## Saved entries
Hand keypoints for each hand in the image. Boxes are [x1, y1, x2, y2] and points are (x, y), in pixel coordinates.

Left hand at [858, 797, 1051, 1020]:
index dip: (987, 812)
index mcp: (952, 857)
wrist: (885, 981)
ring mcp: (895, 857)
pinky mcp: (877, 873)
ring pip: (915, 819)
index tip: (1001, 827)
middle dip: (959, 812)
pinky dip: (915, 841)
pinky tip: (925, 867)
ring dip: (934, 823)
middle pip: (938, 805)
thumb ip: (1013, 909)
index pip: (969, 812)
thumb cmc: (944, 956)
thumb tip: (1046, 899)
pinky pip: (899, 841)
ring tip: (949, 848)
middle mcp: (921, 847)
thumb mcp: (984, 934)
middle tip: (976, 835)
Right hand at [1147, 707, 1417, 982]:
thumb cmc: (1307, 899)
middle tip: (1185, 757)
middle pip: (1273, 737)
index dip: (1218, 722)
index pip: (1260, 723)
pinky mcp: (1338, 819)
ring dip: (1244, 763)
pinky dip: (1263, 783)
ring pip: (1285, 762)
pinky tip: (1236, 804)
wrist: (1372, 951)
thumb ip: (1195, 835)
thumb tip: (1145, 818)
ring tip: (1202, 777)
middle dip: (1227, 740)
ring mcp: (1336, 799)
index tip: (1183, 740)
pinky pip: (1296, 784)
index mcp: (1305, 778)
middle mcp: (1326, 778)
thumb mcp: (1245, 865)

==

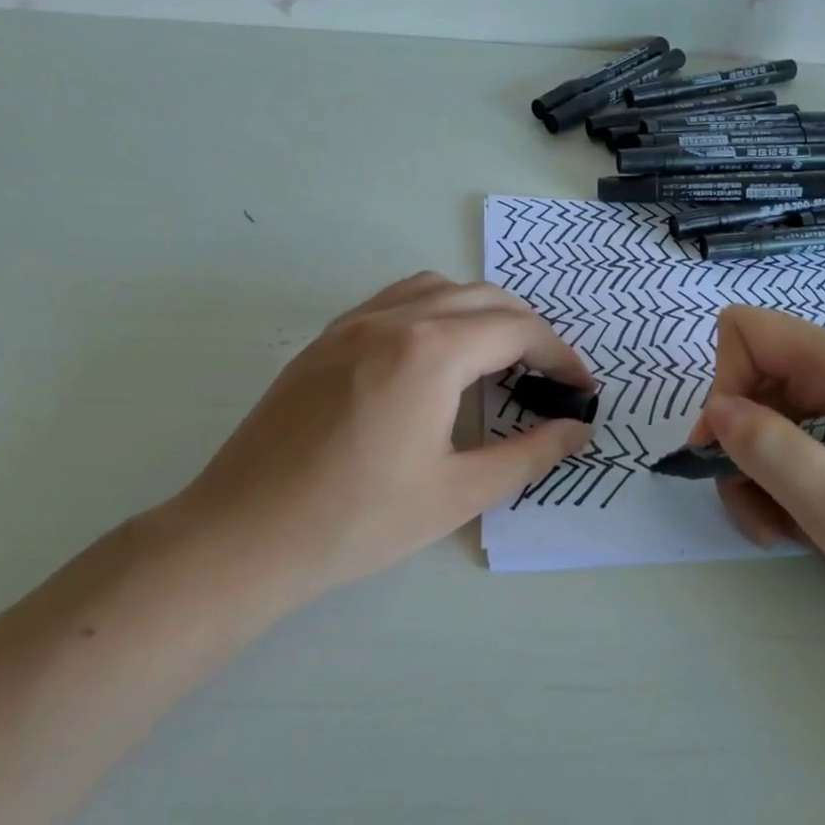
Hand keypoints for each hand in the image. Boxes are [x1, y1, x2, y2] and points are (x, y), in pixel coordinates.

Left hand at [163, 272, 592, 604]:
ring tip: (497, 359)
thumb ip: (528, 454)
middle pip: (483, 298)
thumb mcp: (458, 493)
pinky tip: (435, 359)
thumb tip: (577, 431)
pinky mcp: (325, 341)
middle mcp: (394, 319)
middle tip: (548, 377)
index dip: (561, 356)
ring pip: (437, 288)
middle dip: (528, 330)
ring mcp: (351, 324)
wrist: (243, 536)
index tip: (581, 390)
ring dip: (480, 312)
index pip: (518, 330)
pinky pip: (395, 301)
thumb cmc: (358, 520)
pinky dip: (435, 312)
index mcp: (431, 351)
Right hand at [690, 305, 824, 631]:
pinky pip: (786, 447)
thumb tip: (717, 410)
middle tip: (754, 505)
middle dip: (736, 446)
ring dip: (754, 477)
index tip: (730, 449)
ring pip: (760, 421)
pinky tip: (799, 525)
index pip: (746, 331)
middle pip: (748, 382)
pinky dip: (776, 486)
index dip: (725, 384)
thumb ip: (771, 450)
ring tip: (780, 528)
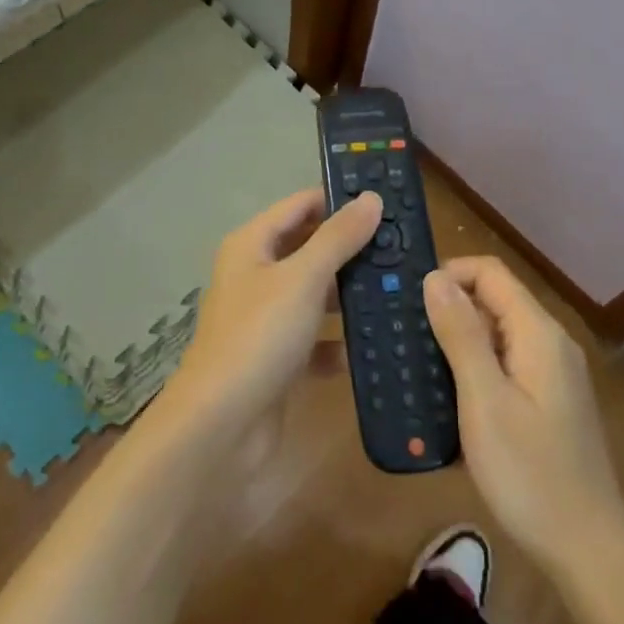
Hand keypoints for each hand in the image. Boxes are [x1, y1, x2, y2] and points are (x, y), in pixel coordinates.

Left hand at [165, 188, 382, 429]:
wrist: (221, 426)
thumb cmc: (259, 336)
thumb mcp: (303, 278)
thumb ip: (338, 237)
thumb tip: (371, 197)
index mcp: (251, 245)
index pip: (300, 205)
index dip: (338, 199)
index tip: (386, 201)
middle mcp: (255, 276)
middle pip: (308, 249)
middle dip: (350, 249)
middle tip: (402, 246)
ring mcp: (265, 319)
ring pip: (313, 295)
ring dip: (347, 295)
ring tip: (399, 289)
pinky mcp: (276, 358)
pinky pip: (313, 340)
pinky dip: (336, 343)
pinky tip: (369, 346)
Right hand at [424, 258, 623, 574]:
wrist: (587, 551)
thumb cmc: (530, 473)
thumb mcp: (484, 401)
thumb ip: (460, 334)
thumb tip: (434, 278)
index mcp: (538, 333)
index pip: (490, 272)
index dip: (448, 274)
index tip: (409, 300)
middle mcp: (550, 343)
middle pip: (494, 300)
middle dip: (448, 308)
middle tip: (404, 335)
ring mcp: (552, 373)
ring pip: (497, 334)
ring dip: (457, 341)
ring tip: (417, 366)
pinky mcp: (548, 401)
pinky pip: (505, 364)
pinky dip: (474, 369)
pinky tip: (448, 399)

==

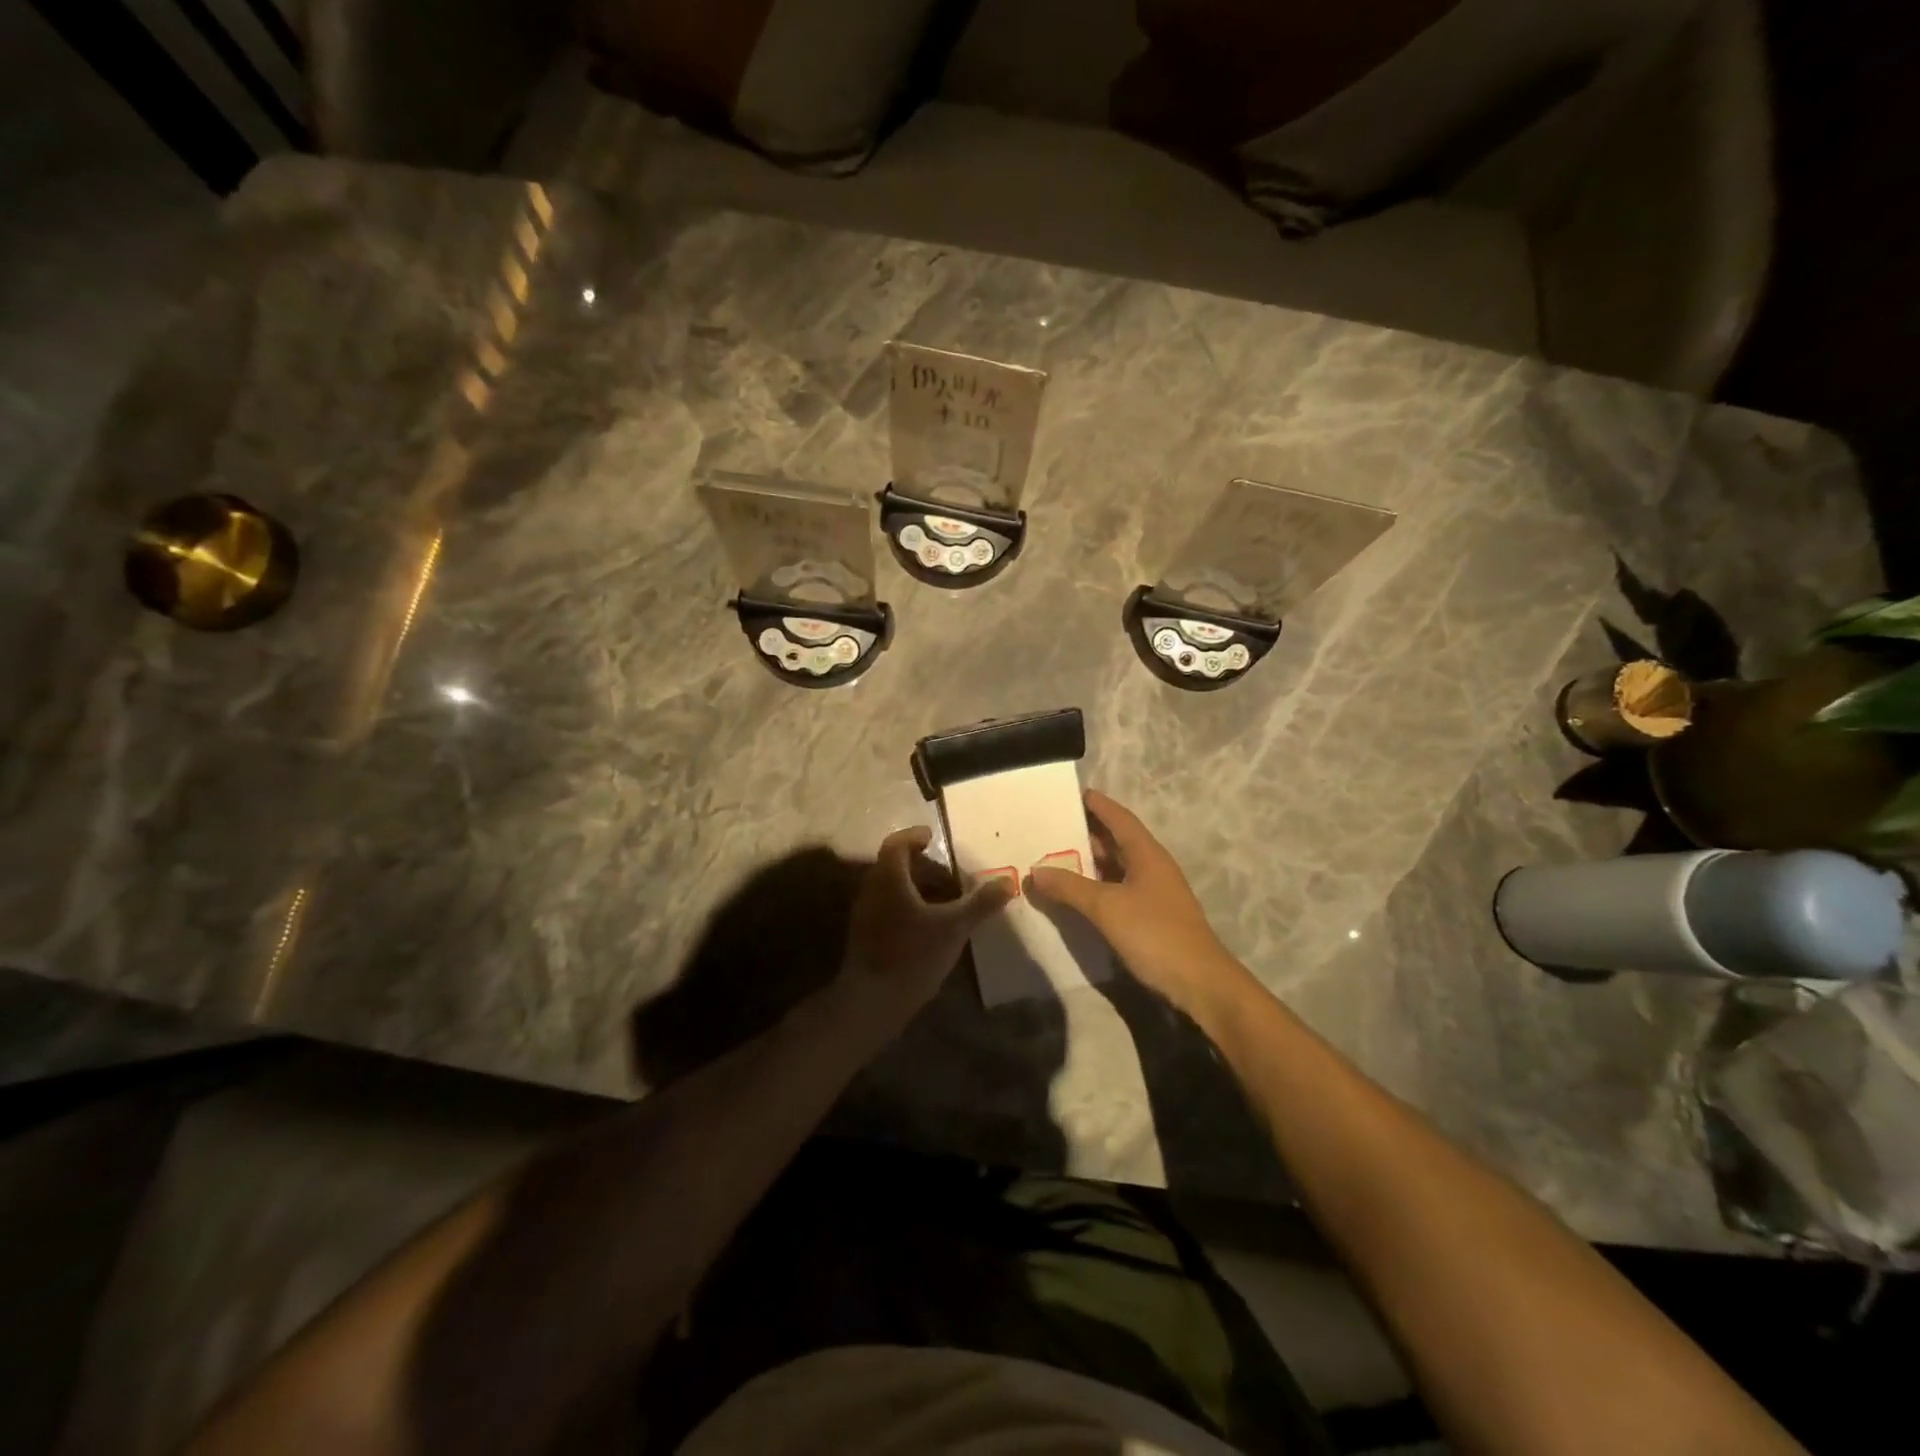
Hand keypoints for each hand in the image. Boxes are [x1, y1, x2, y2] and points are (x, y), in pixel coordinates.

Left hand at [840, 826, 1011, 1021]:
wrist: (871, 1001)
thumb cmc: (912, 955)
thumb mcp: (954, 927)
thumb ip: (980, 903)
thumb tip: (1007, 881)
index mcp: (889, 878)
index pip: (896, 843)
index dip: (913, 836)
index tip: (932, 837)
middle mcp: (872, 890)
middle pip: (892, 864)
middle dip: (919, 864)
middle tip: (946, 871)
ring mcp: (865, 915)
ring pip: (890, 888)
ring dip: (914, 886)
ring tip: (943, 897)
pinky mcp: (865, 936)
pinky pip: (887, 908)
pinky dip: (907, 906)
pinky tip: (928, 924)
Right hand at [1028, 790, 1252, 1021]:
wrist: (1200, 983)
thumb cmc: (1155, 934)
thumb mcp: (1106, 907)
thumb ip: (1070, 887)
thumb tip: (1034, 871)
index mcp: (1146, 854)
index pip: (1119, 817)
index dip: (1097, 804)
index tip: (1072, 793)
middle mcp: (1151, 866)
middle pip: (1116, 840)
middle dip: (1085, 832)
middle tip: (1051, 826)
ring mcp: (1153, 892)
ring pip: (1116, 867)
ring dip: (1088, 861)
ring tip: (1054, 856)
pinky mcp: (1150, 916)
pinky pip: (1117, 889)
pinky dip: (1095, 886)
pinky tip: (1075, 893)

## What you should do
Every line above from the line with "index mcp: (251, 245)" to the line with "ring pip: (497, 334)", inclusive, must be returned exactly; no other line belongs in the reply.

## Written response
index mcp: (251, 245)
index pip: (300, 205)
index dip: (338, 199)
index tip: (386, 201)
middle mcp: (255, 276)
middle pip: (308, 249)
middle dip: (350, 249)
middle tip: (402, 246)
ring mcp: (265, 319)
ring pip: (313, 295)
ring dip: (347, 295)
ring tip: (399, 289)
pinky mcp: (276, 358)
pinky pip: (313, 340)
pinky dip: (336, 343)
pinky tip: (369, 346)
Right hand at [424, 258, 623, 574]:
wrist: (587, 551)
thumb cmc: (530, 473)
thumb mcp: (484, 401)
thumb ip: (460, 334)
thumb tip: (434, 278)
index mcp: (538, 333)
index pip: (490, 272)
index dip: (448, 274)
index tip: (409, 300)
middle mcp: (550, 343)
middle pip: (494, 300)
middle dip: (448, 308)
middle tip: (404, 335)
ring mcp: (552, 373)
ring pip: (497, 334)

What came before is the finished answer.